In [None]:
import numpy as np
import sklearn.datasets
import matplotlib.pyplot as plt
from matplotlib.offsetbox import AnnotationBbox, OffsetImage

%matplotlib inline
plt.rcParams['figure.figsize'] = (8,8)

# MNIST data

Now let's look at a slightly larger and more interesting dataset: the MNIST handwritten image dataset.

In [None]:
thin_by = 3
mnist_data = np.load('../data/mnist.npz')
mnist_train_features = mnist_data['train'].T.astype(float)[::thin_by]
mnist_train_labels = mnist_data['train_labels'].flatten()[::thin_by]
mnist_test_features = mnist_data['test'].T.astype(float)[::thin_by]
mnist_test_labels = mnist_data['test_labels'].flatten()[::thin_by]

Our data is now in a $20,000 \times 784$ array. There are 20,000 examples, each being a 784-dimensional vector.

In [None]:
mnist_train_features.shape

In [None]:
mnist_train_features[0]

Each of these vectors is actually a 28x28 image, "flattened" into a vector. We can reshape and visualize it:

In [None]:
plt.imshow(mnist_train_features[8_000].reshape(28, -1), cmap='gray')
plt.xticks([])
plt.yticks([])
plt.savefig('three.pdf', bbox_inches='tight')

## Classification

First, we'll separate the data into training and testing sets.

In [None]:
noisy_mnist_train_features = mnist_train_features + 10*np.random.normal(0, 1, size=mnist_train_features.shape)

In [None]:
train_is_seven = mnist_train_labels == 7
train_is_three = mnist_train_labels == 3

training_sevens = noisy_mnist_train_features[train_is_seven]
training_threes = noisy_mnist_train_features[train_is_three]

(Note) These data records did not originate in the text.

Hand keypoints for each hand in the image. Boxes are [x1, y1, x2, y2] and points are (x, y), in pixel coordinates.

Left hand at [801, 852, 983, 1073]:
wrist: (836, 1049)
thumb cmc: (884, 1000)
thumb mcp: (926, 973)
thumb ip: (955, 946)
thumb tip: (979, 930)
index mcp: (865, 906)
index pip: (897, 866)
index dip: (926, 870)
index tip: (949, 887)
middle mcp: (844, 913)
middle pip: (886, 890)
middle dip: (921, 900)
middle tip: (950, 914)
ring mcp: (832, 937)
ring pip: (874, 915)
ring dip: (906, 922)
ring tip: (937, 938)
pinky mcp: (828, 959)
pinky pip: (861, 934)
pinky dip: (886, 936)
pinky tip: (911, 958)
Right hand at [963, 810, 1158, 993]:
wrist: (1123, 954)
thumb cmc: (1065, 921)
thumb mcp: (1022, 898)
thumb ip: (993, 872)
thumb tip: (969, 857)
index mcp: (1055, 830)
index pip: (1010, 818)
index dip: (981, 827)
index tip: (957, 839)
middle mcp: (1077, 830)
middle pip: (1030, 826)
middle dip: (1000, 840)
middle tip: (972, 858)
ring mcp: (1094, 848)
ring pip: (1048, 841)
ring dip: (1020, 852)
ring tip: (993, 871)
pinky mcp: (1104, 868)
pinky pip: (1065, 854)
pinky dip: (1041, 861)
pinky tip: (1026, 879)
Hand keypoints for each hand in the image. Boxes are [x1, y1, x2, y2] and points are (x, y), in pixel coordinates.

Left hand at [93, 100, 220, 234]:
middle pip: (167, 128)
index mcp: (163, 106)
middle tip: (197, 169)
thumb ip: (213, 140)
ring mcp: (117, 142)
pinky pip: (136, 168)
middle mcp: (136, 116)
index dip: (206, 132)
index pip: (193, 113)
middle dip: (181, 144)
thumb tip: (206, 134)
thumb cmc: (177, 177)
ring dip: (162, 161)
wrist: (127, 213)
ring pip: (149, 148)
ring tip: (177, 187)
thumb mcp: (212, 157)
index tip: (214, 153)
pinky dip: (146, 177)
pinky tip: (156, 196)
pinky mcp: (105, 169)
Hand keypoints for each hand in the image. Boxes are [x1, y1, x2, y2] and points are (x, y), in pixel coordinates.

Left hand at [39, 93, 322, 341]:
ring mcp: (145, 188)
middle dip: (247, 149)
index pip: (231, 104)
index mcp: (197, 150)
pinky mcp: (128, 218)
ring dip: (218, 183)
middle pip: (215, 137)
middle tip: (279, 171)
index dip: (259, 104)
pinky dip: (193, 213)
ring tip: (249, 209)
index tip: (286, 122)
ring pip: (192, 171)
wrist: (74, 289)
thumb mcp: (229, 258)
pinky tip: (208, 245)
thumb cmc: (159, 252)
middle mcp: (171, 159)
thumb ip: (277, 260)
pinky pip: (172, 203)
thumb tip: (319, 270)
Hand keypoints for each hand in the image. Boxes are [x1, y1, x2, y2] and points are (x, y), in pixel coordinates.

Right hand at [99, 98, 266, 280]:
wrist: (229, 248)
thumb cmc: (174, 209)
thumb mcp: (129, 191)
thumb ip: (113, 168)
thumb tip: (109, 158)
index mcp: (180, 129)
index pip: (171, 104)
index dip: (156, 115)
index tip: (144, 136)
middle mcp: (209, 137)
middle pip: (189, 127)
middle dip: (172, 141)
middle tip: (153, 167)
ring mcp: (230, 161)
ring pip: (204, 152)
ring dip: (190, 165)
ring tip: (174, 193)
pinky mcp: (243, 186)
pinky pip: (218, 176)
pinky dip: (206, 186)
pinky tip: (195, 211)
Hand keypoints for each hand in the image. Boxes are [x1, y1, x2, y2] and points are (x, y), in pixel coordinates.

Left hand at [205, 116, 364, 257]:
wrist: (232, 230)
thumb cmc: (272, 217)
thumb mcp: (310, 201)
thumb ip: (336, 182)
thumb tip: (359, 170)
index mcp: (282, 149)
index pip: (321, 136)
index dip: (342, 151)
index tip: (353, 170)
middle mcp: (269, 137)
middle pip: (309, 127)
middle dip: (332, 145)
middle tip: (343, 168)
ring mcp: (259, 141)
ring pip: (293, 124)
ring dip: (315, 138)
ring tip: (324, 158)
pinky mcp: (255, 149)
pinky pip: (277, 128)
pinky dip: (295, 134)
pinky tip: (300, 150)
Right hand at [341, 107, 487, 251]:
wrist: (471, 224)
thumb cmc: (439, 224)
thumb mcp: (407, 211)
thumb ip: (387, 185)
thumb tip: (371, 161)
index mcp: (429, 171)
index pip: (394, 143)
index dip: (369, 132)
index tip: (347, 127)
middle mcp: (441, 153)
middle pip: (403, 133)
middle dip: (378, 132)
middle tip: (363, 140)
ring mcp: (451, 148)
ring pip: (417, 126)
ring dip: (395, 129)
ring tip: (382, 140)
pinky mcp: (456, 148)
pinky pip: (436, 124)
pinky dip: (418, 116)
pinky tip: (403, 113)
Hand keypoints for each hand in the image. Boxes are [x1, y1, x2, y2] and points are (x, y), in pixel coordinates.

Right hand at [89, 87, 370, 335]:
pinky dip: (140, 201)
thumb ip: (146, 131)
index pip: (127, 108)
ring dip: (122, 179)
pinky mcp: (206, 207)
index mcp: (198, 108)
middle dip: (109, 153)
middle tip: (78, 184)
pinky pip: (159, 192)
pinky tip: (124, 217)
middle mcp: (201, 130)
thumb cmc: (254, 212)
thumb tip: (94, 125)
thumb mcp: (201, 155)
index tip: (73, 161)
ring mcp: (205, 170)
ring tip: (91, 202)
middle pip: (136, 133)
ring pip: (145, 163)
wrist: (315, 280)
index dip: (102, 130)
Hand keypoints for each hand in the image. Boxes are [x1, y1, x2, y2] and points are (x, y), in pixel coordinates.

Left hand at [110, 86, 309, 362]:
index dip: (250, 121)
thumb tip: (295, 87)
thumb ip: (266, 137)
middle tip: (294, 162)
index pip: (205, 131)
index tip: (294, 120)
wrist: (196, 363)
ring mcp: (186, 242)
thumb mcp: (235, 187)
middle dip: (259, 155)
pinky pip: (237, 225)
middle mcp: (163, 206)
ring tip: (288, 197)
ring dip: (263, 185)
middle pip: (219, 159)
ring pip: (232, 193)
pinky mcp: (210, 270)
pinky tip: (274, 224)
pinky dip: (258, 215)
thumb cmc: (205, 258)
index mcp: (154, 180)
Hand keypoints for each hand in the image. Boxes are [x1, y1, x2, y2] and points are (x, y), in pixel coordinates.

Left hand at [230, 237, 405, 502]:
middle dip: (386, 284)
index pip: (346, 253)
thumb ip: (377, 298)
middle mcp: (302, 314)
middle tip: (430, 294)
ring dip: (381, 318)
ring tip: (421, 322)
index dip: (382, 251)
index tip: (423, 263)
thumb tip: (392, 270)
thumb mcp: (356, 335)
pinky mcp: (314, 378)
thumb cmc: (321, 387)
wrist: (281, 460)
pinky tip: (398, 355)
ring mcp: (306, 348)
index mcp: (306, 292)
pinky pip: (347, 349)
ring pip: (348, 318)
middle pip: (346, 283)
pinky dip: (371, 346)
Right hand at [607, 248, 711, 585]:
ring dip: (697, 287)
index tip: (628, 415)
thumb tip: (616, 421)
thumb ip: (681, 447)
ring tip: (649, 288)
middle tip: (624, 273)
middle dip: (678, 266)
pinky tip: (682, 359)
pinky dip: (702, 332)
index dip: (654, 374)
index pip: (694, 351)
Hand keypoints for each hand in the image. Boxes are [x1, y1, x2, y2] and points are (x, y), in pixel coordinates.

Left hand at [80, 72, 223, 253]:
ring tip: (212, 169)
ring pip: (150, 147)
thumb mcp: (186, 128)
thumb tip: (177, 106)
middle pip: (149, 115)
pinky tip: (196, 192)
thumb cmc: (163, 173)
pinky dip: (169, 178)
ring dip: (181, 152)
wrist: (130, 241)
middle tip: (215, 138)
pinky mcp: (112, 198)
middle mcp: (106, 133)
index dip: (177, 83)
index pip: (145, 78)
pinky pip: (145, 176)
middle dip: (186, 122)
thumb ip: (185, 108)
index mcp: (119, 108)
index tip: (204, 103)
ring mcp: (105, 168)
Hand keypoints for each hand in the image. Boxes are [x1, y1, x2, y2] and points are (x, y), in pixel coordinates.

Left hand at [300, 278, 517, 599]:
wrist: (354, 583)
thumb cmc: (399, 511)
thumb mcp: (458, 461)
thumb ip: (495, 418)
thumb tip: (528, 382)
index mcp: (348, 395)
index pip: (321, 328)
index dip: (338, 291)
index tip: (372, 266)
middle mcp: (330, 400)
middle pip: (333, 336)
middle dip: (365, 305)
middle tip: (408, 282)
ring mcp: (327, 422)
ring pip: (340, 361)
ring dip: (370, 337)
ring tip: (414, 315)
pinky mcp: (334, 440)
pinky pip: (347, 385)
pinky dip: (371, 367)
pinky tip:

test_is_seven = mnist_test_labels == 7
test_is_three = mnist_test_labels == 3

testing_sevens = mnist_test_features[test_is_seven]
testing_threes = mnist_test_features[test_is_three]

In [None]:
X = np.vstack([training_sevens, training_threes])
X = np.column_stack([np.ones(X.shape[0]), X])
y = np.concatenate([
    np.ones(train_is_seven.sum()),
    np.zeros(train_is_three.sum())
])

X_test = np.vstack([testing_sevens, testing_threes])
X_test = np.column_stack([np.ones(X_test.shape[0]), X_test])
y_test = np.concatenate([
    np.ones(test_is_seven.sum()),
    np.zeros(test_is_three.sum())
])

Now we train the model:

In [None]:
w = np.linalg.solve(X.T @ X, X.T @ y)

And we can test it:

In [None]:
for i in range(20):
    ix = np.random.choice(len(X_test))
    x = X_test[ix]
    plt.matshow(x[1:].reshape((28, -1)))
    prediction = 7 if w @ x > .5 else 3
    plt.title(f'I think that this is a {prediction}.')
    

We can also take a look at the images that were misclassified.

In [None]:
misclassified = X_test[((X_test @ w) > .5).astype(int) != y_test]
misclassified

In [None]:
for i in range(10):
    plt.matshow(misclassified[i, 1:].reshape((28, -1)))